Lady Lovelace: Three of them. I think I would have got much further with my work here if I had not been so blessed, but, motherhood is not compatible with mathematics
Victoria: You don’t think it’s a woman’s destiny to marry and have children?
Lady Lovelace: There are times, ma’am, when I wish I’d been born a man.
Victoria: You are not alone in that, Lady Lovelace.
Jace: Now how would you describe Victoria’s relationship with the Duchess of Buccluech, and what can you tease about where it might be going this season?
Jenna: I think the initial reaction is not quite what Victoria had expected I think in all honesty Victoria probably tries to avoid her at all costs to begin with. And then that’s what I do love about the relationship, is it takes quite an unexpected turn and I think she grows to be very fond of the Duchess Buccleuch and seeks her advice and her counsel and finds her to be rather hilarious. I think she, she has quite a soft spot for her, although would perhaps be reluctant to admit it.

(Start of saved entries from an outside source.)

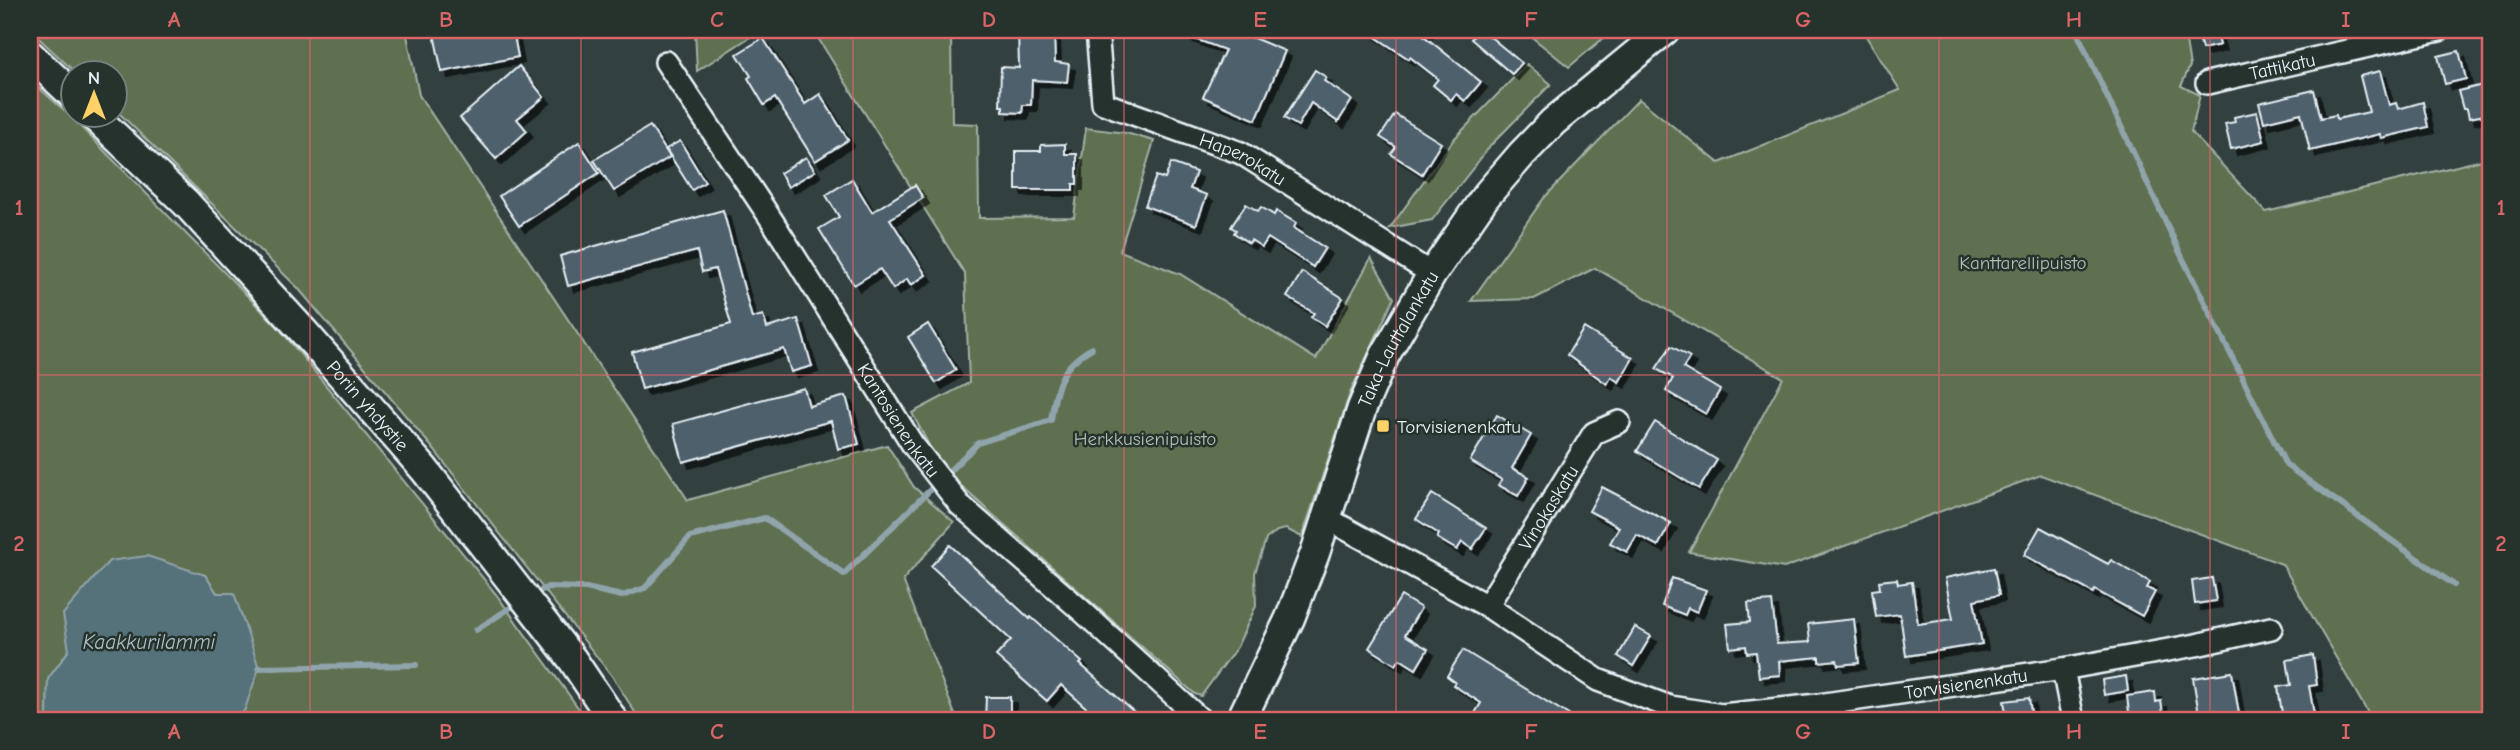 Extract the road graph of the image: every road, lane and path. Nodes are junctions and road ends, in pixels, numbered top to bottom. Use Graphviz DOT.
graph roads {
  1 [pos="1097,30"];
  2 [pos="1665,30"];
  3 [pos="2439,30"];
  4 [pos="30,55"];
  5 [pos="666,62"];
  6 [pos="60,83"];
  7 [pos="2207,83"];
  8 [pos="109,130"];
  9 [pos="1432,274"];
  10 [pos="1619,422"];
  11 [pos="1328,519"];
  12 [pos="1487,606"];
  13 [pos="2271,628"];
  14 [pos="2063,669"];
  15 [pos="1819,713"];
  16 [pos="613,720"];
  17 [pos="1201,720"];
  18 [pos="1241,720"];
  19 [pos="2073,720"];
  1 -- 9 [label="street, Haperokatu"];
  2 -- 9 [label="main road, Taka-Lauttalankatu"];
  3 -- 7 [label="street, Tattikatu"];
  4 -- 6 [label="main road"];
  5 -- 17 [label="street, Kantosienenkatu"];
  8 -- 16 [label="main road, Porin yhdystie"];
  9 -- 11 [label="main road, Taka-Lauttalankatu"];
  10 -- 12 [label="street, Vinokaskatu"];
  11 -- 12 [label="street, Torvisienenkatu"];
  11 -- 18 [label="main road, Taka-Lauttalankatu"];
  12 -- 15 [label="street, Torvisienenkatu"];
  13 -- 14 [label="street, Torvisienenkatu"];
  14 -- 15 [label="street, Torvisienenkatu"];
  14 -- 19 [label="street"];
} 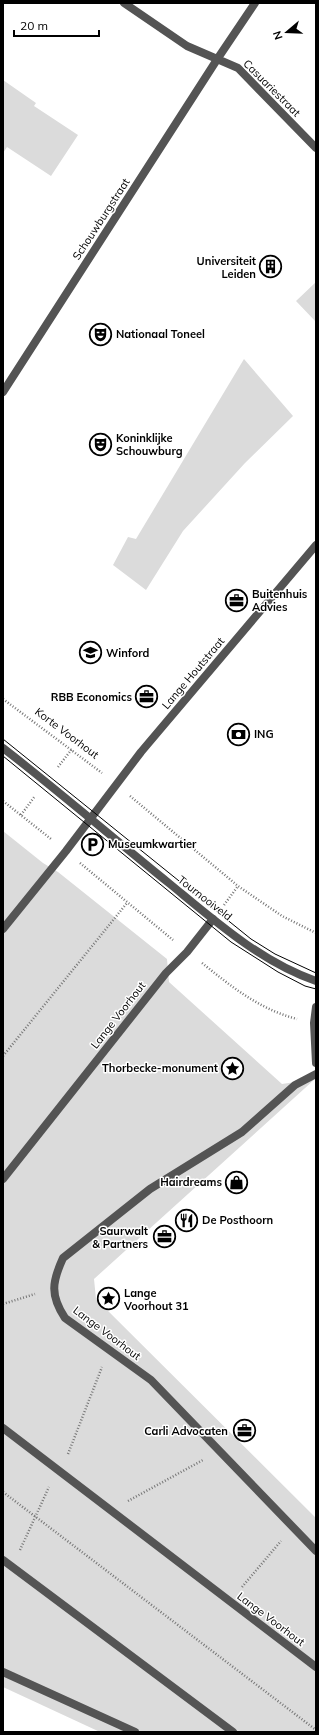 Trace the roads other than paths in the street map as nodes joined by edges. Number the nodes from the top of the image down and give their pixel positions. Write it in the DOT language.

Jace: What was it like acting opposite Dame Diana Rigg in these scenes?
Jenna: Great, she’s hilarious. The crew love her. I mean she’s just a complete pro and very, very funny. She has amazing stories. I’ve worked with Diana before, on Doctor Who, where we were both dressed in Victorian clothes, except for she had a creature attached to her chest by prosthetics and was threatening to take over the world. So it is a bit of a different set up, but you know, similar costumes.
Jace: Before this next question, a brief word from our sponsors…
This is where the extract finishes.